Material for this exercise →
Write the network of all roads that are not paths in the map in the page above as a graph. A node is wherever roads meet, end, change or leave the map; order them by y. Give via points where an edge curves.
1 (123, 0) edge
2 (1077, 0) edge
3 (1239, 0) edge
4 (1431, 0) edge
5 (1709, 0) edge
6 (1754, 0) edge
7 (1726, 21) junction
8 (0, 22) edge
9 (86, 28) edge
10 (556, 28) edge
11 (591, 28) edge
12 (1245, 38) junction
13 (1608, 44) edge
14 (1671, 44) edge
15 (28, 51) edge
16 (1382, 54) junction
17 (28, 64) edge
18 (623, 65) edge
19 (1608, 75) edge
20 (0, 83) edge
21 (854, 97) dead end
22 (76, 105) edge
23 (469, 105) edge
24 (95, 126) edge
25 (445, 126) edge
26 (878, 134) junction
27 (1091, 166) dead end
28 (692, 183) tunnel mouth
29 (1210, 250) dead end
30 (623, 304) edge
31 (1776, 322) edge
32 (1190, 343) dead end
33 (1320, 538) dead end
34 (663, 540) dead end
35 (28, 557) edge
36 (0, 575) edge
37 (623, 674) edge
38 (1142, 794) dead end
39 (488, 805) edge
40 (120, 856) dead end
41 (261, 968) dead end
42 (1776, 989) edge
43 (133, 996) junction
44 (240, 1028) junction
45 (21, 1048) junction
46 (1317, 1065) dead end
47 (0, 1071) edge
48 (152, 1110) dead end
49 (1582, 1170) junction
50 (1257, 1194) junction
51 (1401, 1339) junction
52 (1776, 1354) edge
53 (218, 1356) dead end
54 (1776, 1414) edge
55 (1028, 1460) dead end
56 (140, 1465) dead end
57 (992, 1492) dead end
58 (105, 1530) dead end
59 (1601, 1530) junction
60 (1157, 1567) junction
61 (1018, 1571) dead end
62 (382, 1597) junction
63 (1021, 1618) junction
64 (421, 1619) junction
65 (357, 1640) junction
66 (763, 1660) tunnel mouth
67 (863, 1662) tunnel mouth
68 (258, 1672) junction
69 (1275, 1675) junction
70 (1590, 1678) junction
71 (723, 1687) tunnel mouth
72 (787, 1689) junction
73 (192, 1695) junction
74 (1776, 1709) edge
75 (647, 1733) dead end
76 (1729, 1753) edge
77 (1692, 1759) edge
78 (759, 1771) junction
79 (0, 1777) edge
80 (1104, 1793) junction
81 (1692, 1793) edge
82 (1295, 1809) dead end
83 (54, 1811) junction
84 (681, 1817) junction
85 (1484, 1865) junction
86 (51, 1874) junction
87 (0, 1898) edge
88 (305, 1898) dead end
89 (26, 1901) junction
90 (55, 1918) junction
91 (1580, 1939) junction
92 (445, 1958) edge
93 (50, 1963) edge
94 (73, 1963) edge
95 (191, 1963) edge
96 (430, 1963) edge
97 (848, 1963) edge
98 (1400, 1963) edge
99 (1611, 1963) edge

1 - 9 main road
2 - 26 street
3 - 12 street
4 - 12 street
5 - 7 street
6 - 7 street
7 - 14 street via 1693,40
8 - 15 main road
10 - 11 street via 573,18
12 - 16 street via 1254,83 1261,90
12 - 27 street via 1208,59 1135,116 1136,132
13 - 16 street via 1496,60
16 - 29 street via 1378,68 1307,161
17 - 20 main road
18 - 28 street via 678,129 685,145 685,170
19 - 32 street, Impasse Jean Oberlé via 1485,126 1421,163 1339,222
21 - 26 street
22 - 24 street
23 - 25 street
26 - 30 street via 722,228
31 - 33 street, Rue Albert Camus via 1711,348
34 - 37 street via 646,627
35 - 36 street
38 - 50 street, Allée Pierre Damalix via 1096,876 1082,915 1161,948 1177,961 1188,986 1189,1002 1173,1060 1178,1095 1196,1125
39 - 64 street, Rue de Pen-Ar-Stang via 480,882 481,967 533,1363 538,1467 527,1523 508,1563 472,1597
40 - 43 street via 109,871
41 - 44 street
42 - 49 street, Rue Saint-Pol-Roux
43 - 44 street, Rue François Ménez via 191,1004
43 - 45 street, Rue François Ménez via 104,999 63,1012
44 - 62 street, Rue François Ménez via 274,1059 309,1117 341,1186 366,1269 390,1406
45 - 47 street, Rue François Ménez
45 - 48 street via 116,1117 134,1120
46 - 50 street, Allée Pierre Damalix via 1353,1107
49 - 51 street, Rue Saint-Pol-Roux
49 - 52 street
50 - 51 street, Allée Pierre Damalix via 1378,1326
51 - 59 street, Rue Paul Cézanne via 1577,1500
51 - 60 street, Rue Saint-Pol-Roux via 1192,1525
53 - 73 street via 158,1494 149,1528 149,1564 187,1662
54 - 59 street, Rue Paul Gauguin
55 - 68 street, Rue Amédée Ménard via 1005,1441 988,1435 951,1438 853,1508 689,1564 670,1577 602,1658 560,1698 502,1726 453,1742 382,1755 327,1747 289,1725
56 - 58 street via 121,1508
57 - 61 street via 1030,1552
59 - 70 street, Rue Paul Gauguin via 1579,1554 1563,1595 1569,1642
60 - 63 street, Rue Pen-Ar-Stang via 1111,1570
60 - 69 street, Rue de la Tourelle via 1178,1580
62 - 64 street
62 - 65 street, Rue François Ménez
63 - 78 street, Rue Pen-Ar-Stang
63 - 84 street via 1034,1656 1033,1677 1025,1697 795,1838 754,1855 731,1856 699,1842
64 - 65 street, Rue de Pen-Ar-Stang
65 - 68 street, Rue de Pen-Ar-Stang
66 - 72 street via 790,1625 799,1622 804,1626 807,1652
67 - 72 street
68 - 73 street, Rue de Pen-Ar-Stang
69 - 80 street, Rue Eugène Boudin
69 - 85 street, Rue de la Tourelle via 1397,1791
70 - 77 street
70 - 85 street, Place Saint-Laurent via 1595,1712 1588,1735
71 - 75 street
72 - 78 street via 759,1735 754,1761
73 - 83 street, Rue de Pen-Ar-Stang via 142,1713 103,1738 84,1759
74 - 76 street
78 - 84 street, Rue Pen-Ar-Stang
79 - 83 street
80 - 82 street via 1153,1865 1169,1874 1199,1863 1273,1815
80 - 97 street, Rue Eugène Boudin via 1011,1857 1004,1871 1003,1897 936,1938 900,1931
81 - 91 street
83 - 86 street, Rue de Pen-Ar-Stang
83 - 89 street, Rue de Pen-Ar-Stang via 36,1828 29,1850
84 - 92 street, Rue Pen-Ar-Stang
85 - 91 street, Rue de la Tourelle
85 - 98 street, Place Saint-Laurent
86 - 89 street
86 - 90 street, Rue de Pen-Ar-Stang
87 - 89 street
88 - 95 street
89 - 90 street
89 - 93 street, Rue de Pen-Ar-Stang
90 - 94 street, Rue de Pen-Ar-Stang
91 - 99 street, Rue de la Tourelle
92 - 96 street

What is being asked →
Go through the listing above and set down each line exactly as it stands.

Exercise answer →
Write the network of all roads that are not paths in the map in the page above as a graph. A node is wherever roads meet, end, change or leave the map; order them by y. Give via points where an edge curves.
1 (123, 0) edge
2 (1077, 0) edge
3 (1239, 0) edge
4 (1431, 0) edge
5 (1709, 0) edge
6 (1754, 0) edge
7 (1726, 21) junction
8 (0, 22) edge
9 (86, 28) edge
10 (556, 28) edge
11 (591, 28) edge
12 (1245, 38) junction
13 (1608, 44) edge
14 (1671, 44) edge
15 (28, 51) edge
16 (1382, 54) junction
17 (28, 64) edge
18 (623, 65) edge
19 (1608, 75) edge
20 (0, 83) edge
21 (854, 97) dead end
22 (76, 105) edge
23 (469, 105) edge
24 (95, 126) edge
25 (445, 126) edge
26 (878, 134) junction
27 (1091, 166) dead end
28 (692, 183) tunnel mouth
29 (1210, 250) dead end
30 (623, 304) edge
31 (1776, 322) edge
32 (1190, 343) dead end
33 (1320, 538) dead end
34 (663, 540) dead end
35 (28, 557) edge
36 (0, 575) edge
37 (623, 674) edge
38 (1142, 794) dead end
39 (488, 805) edge
40 (120, 856) dead end
41 (261, 968) dead end
42 (1776, 989) edge
43 (133, 996) junction
44 (240, 1028) junction
45 (21, 1048) junction
46 (1317, 1065) dead end
47 (0, 1071) edge
48 (152, 1110) dead end
49 (1582, 1170) junction
50 (1257, 1194) junction
51 (1401, 1339) junction
52 (1776, 1354) edge
53 (218, 1356) dead end
54 (1776, 1414) edge
55 (1028, 1460) dead end
56 (140, 1465) dead end
57 (992, 1492) dead end
58 (105, 1530) dead end
59 (1601, 1530) junction
60 (1157, 1567) junction
61 (1018, 1571) dead end
62 (382, 1597) junction
63 (1021, 1618) junction
64 (421, 1619) junction
65 (357, 1640) junction
66 (763, 1660) tunnel mouth
67 (863, 1662) tunnel mouth
68 (258, 1672) junction
69 (1275, 1675) junction
70 (1590, 1678) junction
71 (723, 1687) tunnel mouth
72 (787, 1689) junction
73 (192, 1695) junction
74 (1776, 1709) edge
75 (647, 1733) dead end
76 (1729, 1753) edge
77 (1692, 1759) edge
78 (759, 1771) junction
79 (0, 1777) edge
80 (1104, 1793) junction
81 (1692, 1793) edge
82 (1295, 1809) dead end
83 (54, 1811) junction
84 (681, 1817) junction
85 (1484, 1865) junction
86 (51, 1874) junction
87 (0, 1898) edge
88 (305, 1898) dead end
89 (26, 1901) junction
90 (55, 1918) junction
91 (1580, 1939) junction
92 (445, 1958) edge
93 (50, 1963) edge
94 (73, 1963) edge
95 (191, 1963) edge
96 (430, 1963) edge
97 (848, 1963) edge
98 (1400, 1963) edge
99 (1611, 1963) edge

1 - 9 main road
2 - 26 street
3 - 12 street
4 - 12 street
5 - 7 street
6 - 7 street
7 - 14 street via 1693,40
8 - 15 main road
10 - 11 street via 573,18
12 - 16 street via 1254,83 1261,90
12 - 27 street via 1208,59 1135,116 1136,132
13 - 16 street via 1496,60
16 - 29 street via 1378,68 1307,161
17 - 20 main road
18 - 28 street via 678,129 685,145 685,170
19 - 32 street, Impasse Jean Oberlé via 1485,126 1421,163 1339,222
21 - 26 street
22 - 24 street
23 - 25 street
26 - 30 street via 722,228
31 - 33 street, Rue Albert Camus via 1711,348
34 - 37 street via 646,627
35 - 36 street
38 - 50 street, Allée Pierre Damalix via 1096,876 1082,915 1161,948 1177,961 1188,986 1189,1002 1173,1060 1178,1095 1196,1125
39 - 64 street, Rue de Pen-Ar-Stang via 480,882 481,967 533,1363 538,1467 527,1523 508,1563 472,1597
40 - 43 street via 109,871
41 - 44 street
42 - 49 street, Rue Saint-Pol-Roux
43 - 44 street, Rue François Ménez via 191,1004
43 - 45 street, Rue François Ménez via 104,999 63,1012
44 - 62 street, Rue François Ménez via 274,1059 309,1117 341,1186 366,1269 390,1406
45 - 47 street, Rue François Ménez
45 - 48 street via 116,1117 134,1120
46 - 50 street, Allée Pierre Damalix via 1353,1107
49 - 51 street, Rue Saint-Pol-Roux
49 - 52 street
50 - 51 street, Allée Pierre Damalix via 1378,1326
51 - 59 street, Rue Paul Cézanne via 1577,1500
51 - 60 street, Rue Saint-Pol-Roux via 1192,1525
53 - 73 street via 158,1494 149,1528 149,1564 187,1662
54 - 59 street, Rue Paul Gauguin
55 - 68 street, Rue Amédée Ménard via 1005,1441 988,1435 951,1438 853,1508 689,1564 670,1577 602,1658 560,1698 502,1726 453,1742 382,1755 327,1747 289,1725
56 - 58 street via 121,1508
57 - 61 street via 1030,1552
59 - 70 street, Rue Paul Gauguin via 1579,1554 1563,1595 1569,1642
60 - 63 street, Rue Pen-Ar-Stang via 1111,1570
60 - 69 street, Rue de la Tourelle via 1178,1580
62 - 64 street
62 - 65 street, Rue François Ménez
63 - 78 street, Rue Pen-Ar-Stang
63 - 84 street via 1034,1656 1033,1677 1025,1697 795,1838 754,1855 731,1856 699,1842
64 - 65 street, Rue de Pen-Ar-Stang
65 - 68 street, Rue de Pen-Ar-Stang
66 - 72 street via 790,1625 799,1622 804,1626 807,1652
67 - 72 street
68 - 73 street, Rue de Pen-Ar-Stang
69 - 80 street, Rue Eugène Boudin
69 - 85 street, Rue de la Tourelle via 1397,1791
70 - 77 street
70 - 85 street, Place Saint-Laurent via 1595,1712 1588,1735
71 - 75 street
72 - 78 street via 759,1735 754,1761
73 - 83 street, Rue de Pen-Ar-Stang via 142,1713 103,1738 84,1759
74 - 76 street
78 - 84 street, Rue Pen-Ar-Stang
79 - 83 street
80 - 82 street via 1153,1865 1169,1874 1199,1863 1273,1815
80 - 97 street, Rue Eugène Boudin via 1011,1857 1004,1871 1003,1897 936,1938 900,1931
81 - 91 street
83 - 86 street, Rue de Pen-Ar-Stang
83 - 89 street, Rue de Pen-Ar-Stang via 36,1828 29,1850
84 - 92 street, Rue Pen-Ar-Stang
85 - 91 street, Rue de la Tourelle
85 - 98 street, Place Saint-Laurent
86 - 89 street
86 - 90 street, Rue de Pen-Ar-Stang
87 - 89 street
88 - 95 street
89 - 90 street
89 - 93 street, Rue de Pen-Ar-Stang
90 - 94 street, Rue de Pen-Ar-Stang
91 - 99 street, Rue de la Tourelle
92 - 96 street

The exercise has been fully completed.